_ASSIGNED TASK_
Leave out every picture and set down, exactly, the lines below from the one holding "Build a routing" up to and including the one holding "Please list the".

Saved data entries
────────
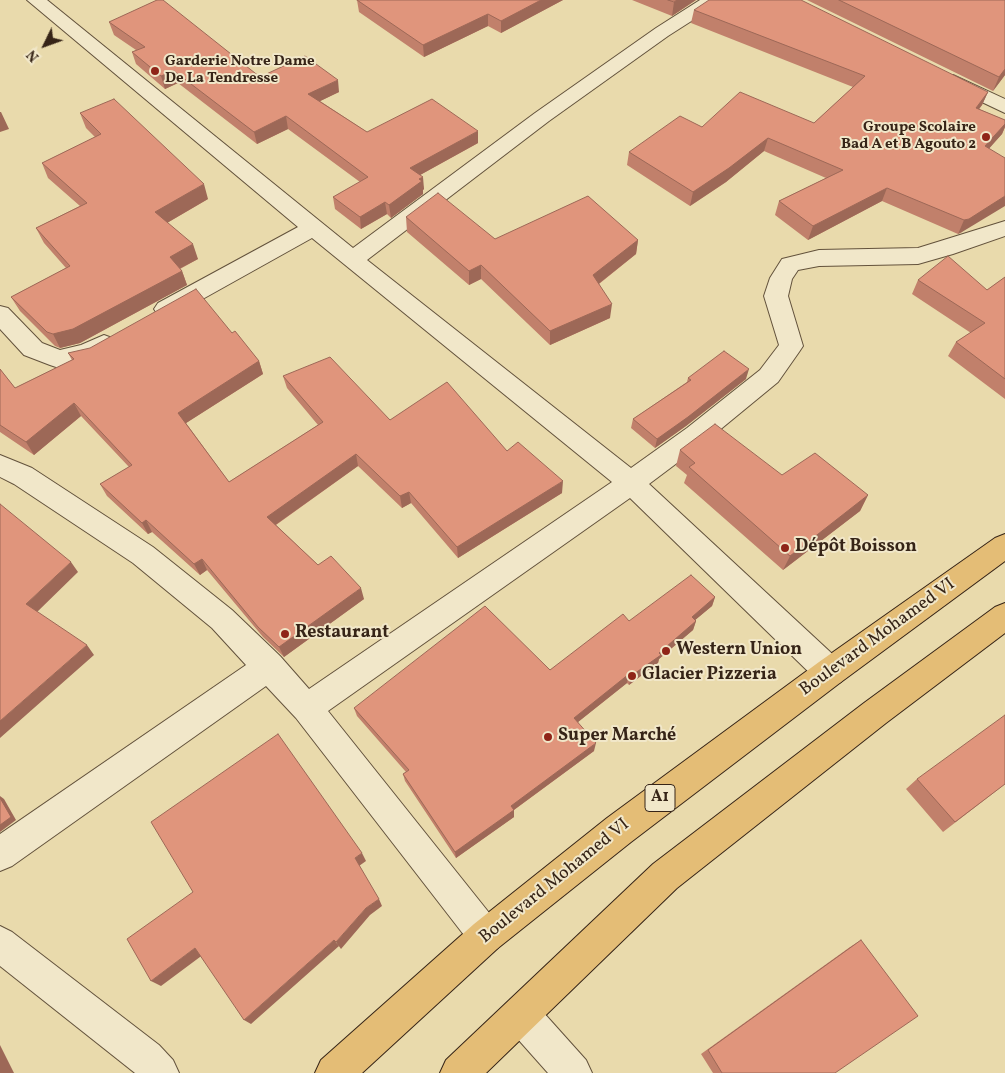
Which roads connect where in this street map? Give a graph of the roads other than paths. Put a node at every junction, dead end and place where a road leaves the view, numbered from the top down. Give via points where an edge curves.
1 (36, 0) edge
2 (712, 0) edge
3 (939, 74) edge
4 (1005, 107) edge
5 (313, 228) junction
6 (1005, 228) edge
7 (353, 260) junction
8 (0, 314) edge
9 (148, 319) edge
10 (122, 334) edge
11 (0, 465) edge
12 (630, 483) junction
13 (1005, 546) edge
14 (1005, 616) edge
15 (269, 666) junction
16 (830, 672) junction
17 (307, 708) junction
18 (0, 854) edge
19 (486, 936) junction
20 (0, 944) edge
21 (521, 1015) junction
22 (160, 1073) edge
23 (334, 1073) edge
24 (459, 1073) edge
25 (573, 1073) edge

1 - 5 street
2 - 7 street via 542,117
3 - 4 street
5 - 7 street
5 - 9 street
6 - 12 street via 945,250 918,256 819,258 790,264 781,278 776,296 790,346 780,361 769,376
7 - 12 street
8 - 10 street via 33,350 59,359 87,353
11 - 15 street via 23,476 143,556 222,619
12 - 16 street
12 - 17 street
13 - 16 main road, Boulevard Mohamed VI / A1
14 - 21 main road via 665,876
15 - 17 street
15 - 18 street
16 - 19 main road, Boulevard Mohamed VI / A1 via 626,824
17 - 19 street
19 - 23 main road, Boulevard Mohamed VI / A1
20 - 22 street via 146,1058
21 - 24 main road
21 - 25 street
────────
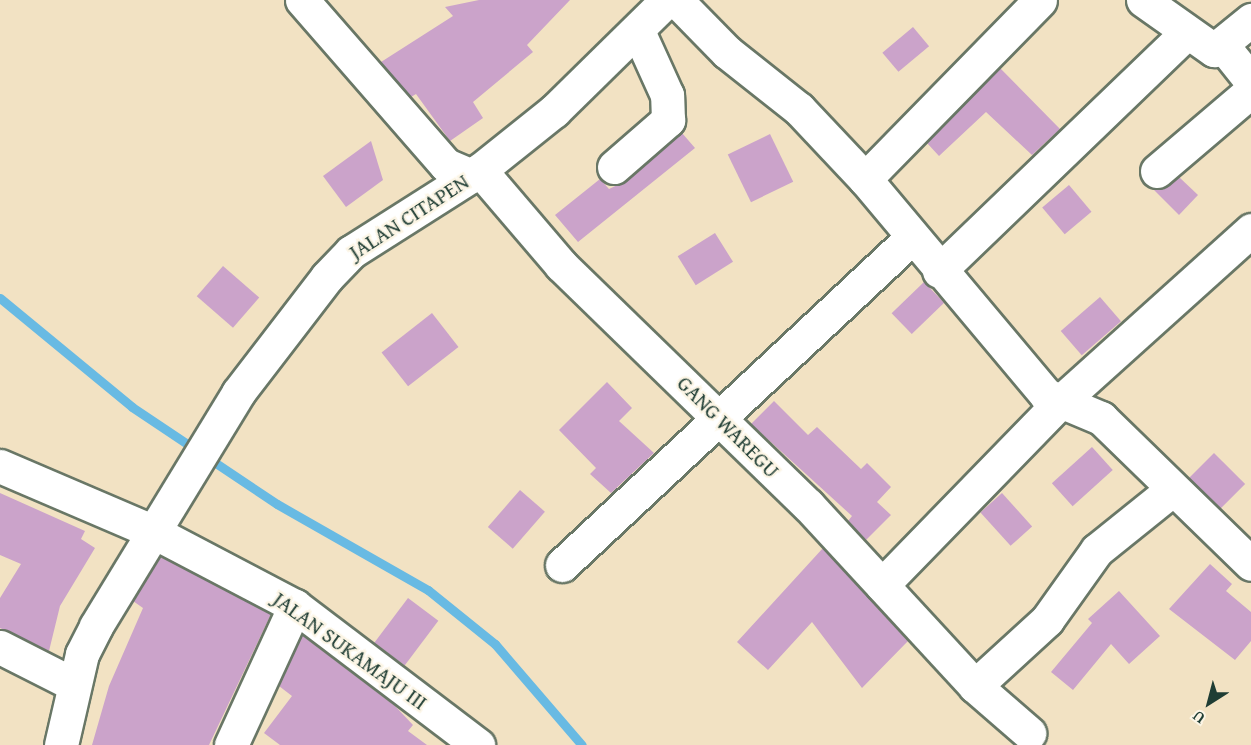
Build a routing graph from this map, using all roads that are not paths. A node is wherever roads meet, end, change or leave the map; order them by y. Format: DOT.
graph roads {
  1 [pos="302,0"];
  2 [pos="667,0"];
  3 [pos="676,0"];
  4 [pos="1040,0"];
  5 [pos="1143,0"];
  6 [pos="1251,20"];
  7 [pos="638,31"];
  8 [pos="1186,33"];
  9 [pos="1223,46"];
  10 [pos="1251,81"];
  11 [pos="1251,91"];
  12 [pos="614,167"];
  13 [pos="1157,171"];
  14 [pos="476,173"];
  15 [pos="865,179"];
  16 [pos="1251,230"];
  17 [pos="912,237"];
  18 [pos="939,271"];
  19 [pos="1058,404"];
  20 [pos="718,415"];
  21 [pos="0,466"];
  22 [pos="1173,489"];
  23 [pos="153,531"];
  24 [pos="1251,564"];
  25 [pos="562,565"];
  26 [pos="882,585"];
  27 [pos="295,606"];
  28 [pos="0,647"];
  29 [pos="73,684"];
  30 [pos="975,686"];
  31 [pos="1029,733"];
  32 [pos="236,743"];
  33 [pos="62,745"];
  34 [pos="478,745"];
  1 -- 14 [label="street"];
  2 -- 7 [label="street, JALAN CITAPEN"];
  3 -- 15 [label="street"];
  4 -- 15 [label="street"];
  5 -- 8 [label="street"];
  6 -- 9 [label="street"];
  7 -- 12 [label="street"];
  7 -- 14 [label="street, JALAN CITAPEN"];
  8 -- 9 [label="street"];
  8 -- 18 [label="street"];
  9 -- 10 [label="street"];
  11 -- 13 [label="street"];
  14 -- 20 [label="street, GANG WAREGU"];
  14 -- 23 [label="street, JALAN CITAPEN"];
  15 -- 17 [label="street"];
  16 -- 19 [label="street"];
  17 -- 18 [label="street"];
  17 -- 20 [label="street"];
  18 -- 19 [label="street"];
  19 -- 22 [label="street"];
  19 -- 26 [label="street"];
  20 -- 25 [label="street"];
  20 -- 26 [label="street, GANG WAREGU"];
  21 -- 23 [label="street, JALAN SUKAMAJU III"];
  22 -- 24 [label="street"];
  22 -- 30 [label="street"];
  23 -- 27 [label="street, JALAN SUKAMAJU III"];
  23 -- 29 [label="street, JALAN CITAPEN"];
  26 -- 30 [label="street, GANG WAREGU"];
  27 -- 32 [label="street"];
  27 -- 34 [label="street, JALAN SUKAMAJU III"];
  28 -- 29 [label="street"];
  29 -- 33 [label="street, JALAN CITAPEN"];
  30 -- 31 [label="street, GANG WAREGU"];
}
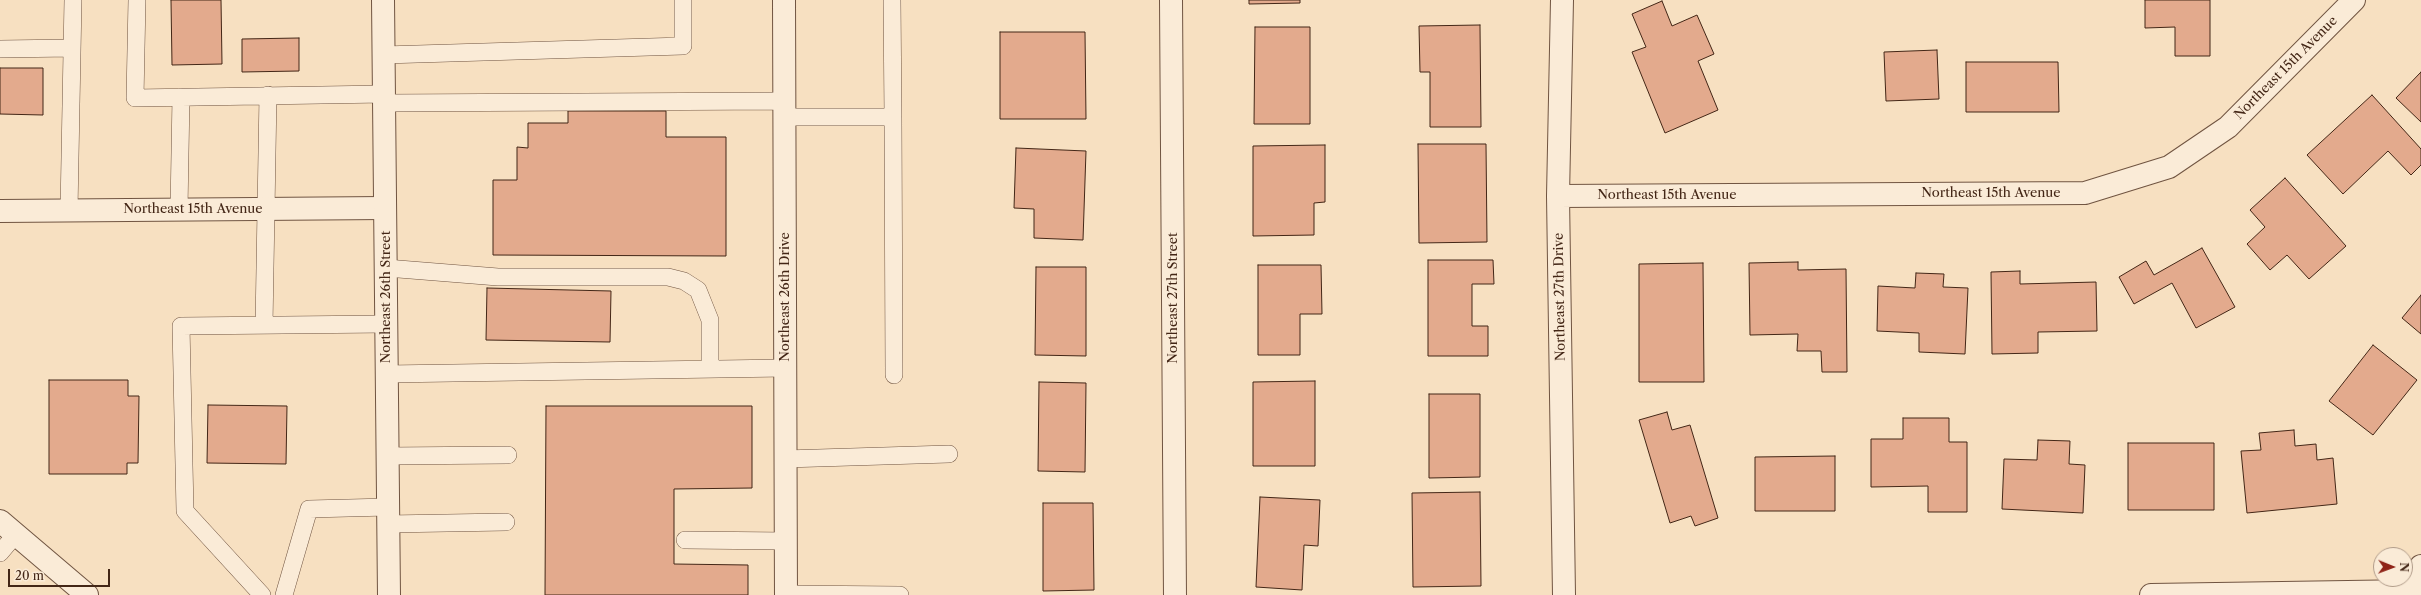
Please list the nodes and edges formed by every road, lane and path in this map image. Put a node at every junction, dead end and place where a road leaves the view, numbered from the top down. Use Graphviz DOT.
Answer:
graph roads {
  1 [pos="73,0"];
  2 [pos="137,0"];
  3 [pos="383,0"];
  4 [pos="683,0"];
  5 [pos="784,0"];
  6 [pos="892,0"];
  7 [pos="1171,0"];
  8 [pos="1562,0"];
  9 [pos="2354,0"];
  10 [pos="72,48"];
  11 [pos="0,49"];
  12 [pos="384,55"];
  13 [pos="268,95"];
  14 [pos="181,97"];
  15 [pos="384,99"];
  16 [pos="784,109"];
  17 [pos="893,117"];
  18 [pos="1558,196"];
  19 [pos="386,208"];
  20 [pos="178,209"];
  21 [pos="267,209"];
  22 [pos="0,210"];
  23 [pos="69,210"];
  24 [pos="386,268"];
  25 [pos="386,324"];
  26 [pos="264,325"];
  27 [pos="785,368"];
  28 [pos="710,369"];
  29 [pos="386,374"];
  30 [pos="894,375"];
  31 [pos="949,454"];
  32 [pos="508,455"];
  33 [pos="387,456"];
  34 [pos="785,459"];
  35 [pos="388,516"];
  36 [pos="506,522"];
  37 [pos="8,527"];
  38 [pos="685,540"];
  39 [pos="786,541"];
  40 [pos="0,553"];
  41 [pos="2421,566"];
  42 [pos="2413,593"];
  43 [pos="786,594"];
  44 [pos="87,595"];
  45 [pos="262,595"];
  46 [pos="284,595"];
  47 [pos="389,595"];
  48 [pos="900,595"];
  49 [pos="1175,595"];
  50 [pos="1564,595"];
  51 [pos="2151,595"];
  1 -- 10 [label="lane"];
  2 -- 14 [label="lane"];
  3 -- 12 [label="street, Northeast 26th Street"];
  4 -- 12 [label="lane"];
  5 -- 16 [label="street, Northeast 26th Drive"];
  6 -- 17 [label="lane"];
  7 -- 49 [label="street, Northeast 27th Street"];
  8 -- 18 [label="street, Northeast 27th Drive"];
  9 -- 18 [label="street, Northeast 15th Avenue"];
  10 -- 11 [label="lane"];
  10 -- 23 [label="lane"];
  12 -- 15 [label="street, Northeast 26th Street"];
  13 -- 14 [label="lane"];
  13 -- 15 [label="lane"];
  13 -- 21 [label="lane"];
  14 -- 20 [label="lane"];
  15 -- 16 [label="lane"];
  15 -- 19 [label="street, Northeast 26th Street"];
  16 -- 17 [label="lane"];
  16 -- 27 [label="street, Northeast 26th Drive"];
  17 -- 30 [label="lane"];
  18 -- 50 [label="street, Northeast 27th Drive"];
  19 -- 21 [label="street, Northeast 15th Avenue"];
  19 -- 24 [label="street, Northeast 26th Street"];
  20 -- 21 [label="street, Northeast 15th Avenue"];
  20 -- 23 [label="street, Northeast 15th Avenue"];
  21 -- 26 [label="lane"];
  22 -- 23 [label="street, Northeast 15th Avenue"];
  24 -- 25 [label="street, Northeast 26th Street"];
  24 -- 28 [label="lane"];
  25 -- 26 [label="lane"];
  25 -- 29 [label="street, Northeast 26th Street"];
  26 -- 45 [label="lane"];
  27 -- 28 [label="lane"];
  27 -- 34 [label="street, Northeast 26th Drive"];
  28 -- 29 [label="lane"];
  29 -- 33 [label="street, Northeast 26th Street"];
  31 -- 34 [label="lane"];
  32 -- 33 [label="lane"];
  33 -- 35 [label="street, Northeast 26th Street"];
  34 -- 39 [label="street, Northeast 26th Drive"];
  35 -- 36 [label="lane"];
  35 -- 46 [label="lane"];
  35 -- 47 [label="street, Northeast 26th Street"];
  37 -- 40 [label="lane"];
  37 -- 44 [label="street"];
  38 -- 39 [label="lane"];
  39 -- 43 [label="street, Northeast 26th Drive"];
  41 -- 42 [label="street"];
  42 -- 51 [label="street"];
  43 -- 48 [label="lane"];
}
────────
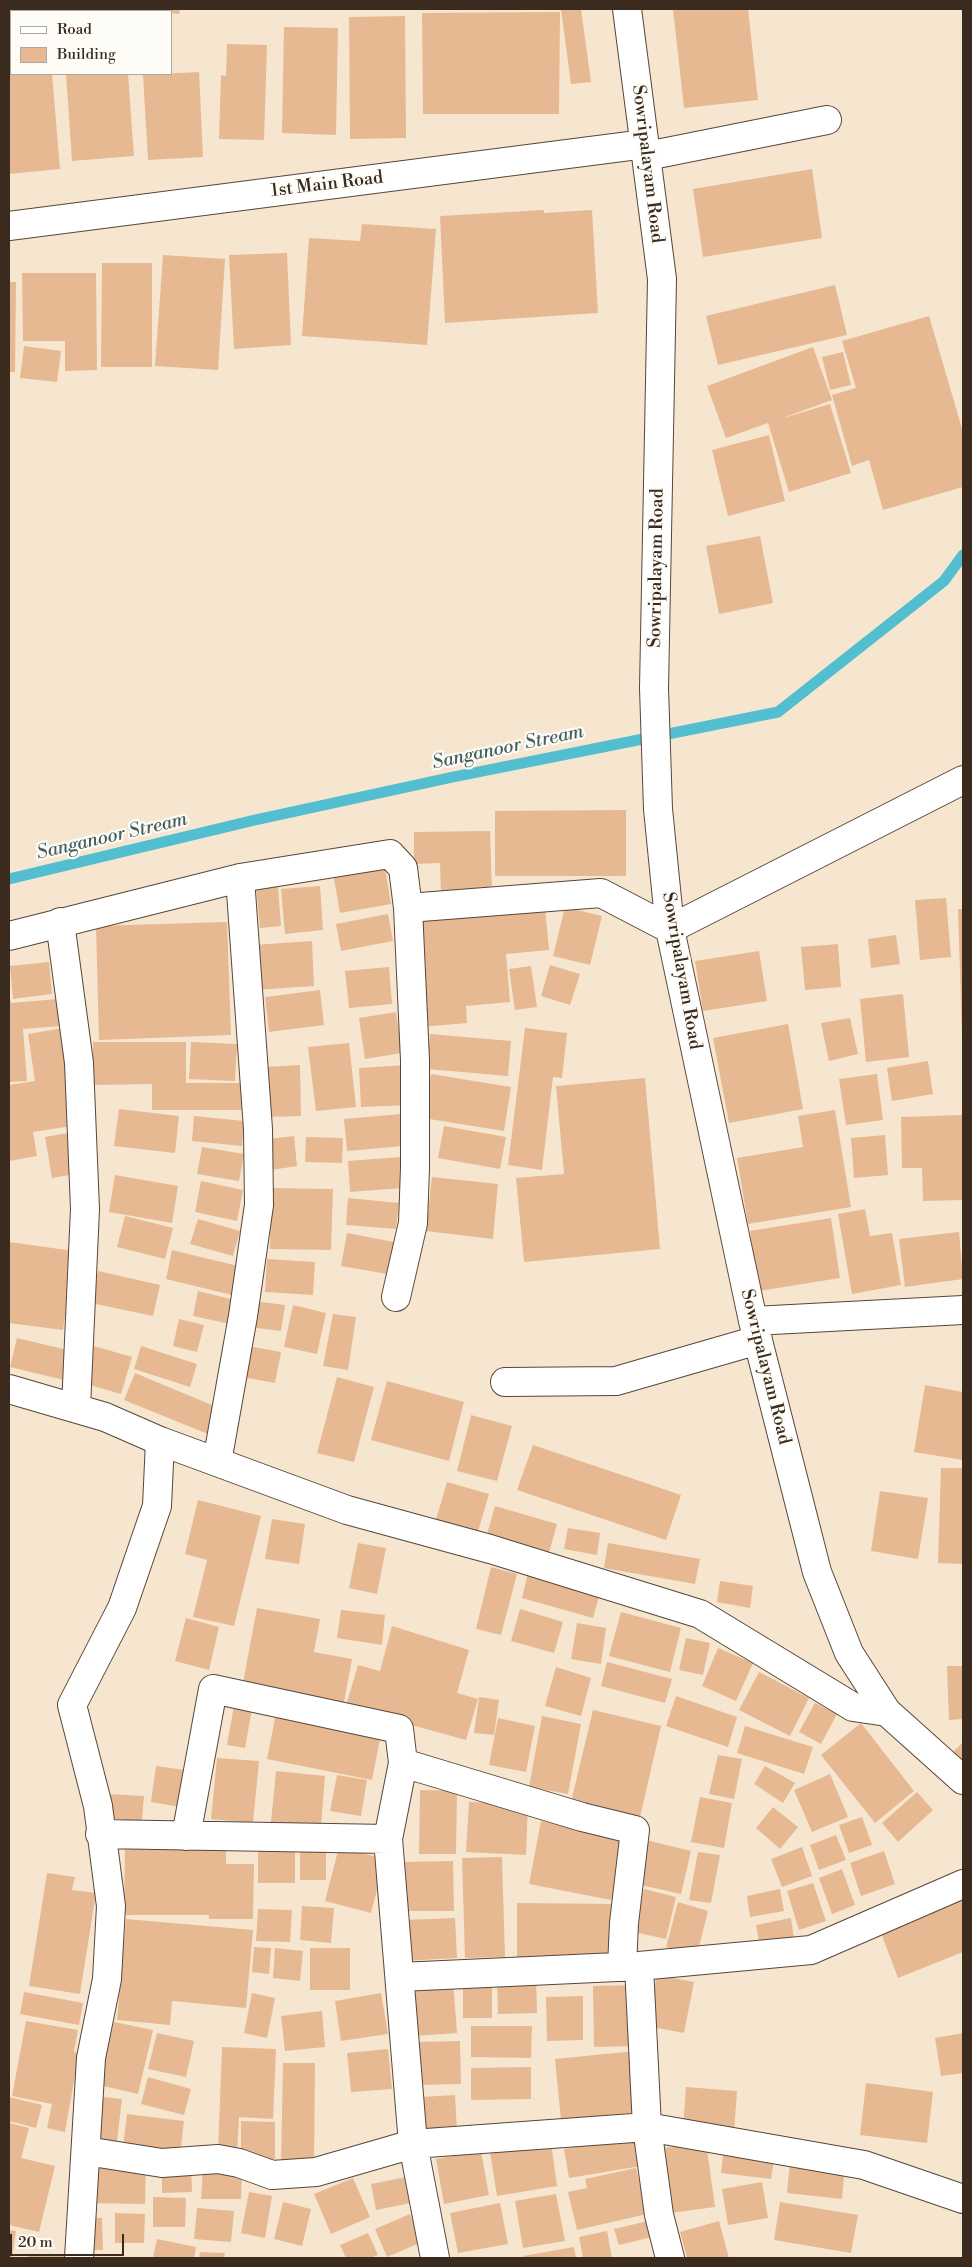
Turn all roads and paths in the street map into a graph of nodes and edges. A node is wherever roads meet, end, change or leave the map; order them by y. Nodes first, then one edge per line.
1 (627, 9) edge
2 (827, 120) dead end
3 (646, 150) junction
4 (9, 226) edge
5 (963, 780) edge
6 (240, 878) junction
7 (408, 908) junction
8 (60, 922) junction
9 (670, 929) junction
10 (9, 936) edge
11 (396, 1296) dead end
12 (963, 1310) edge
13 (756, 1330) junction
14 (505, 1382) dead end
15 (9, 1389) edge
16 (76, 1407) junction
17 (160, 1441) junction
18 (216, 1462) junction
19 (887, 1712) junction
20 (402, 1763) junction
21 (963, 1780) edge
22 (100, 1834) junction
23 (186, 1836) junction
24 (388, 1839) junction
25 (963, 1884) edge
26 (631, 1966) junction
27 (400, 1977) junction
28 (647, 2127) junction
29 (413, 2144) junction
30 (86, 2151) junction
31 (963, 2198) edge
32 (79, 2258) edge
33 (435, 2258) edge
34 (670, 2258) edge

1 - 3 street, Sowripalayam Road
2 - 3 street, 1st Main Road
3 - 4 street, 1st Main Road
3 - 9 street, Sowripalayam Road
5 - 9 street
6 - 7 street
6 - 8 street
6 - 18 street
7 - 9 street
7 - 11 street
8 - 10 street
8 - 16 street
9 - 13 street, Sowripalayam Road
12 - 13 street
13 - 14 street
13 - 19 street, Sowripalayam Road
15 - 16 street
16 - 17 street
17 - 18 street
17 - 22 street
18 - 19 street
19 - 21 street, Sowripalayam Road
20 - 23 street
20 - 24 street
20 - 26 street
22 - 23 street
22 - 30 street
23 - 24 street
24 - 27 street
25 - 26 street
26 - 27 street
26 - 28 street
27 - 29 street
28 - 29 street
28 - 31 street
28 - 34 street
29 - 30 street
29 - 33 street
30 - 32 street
────────
_EXERCISE OUTPUT_
Build a routing graph from this map, using all roads that are not paths. A node is wherever roads meet, end, change or leave the map; order them by y. Format: DOT.
graph roads {
  1 [pos="302,0"];
  2 [pos="667,0"];
  3 [pos="676,0"];
  4 [pos="1040,0"];
  5 [pos="1143,0"];
  6 [pos="1251,20"];
  7 [pos="638,31"];
  8 [pos="1186,33"];
  9 [pos="1223,46"];
  10 [pos="1251,81"];
  11 [pos="1251,91"];
  12 [pos="614,167"];
  13 [pos="1157,171"];
  14 [pos="476,173"];
  15 [pos="865,179"];
  16 [pos="1251,230"];
  17 [pos="912,237"];
  18 [pos="939,271"];
  19 [pos="1058,404"];
  20 [pos="718,415"];
  21 [pos="0,466"];
  22 [pos="1173,489"];
  23 [pos="153,531"];
  24 [pos="1251,564"];
  25 [pos="562,565"];
  26 [pos="882,585"];
  27 [pos="295,606"];
  28 [pos="0,647"];
  29 [pos="73,684"];
  30 [pos="975,686"];
  31 [pos="1029,733"];
  32 [pos="236,743"];
  33 [pos="62,745"];
  34 [pos="478,745"];
  1 -- 14 [label="street"];
  2 -- 7 [label="street, JALAN CITAPEN"];
  3 -- 15 [label="street"];
  4 -- 15 [label="street"];
  5 -- 8 [label="street"];
  6 -- 9 [label="street"];
  7 -- 12 [label="street"];
  7 -- 14 [label="street, JALAN CITAPEN"];
  8 -- 9 [label="street"];
  8 -- 18 [label="street"];
  9 -- 10 [label="street"];
  11 -- 13 [label="street"];
  14 -- 20 [label="street, GANG WAREGU"];
  14 -- 23 [label="street, JALAN CITAPEN"];
  15 -- 17 [label="street"];
  16 -- 19 [label="street"];
  17 -- 18 [label="street"];
  17 -- 20 [label="street"];
  18 -- 19 [label="street"];
  19 -- 22 [label="street"];
  19 -- 26 [label="street"];
  20 -- 25 [label="street"];
  20 -- 26 [label="street, GANG WAREGU"];
  21 -- 23 [label="street, JALAN SUKAMAJU III"];
  22 -- 24 [label="street"];
  22 -- 30 [label="street"];
  23 -- 27 [label="street, JALAN SUKAMAJU III"];
  23 -- 29 [label="street, JALAN CITAPEN"];
  26 -- 30 [label="street, GANG WAREGU"];
  27 -- 32 [label="street"];
  27 -- 34 [label="street, JALAN SUKAMAJU III"];
  28 -- 29 [label="street"];
  29 -- 33 [label="street, JALAN CITAPEN"];
  30 -- 31 [label="street, GANG WAREGU"];
}
Please list the nodes and edges formed by every road, lane and path in this map image. Put a node at every junction, dead end and place where a road leaves the view, numbered from the top down. Use Graphviz DOT.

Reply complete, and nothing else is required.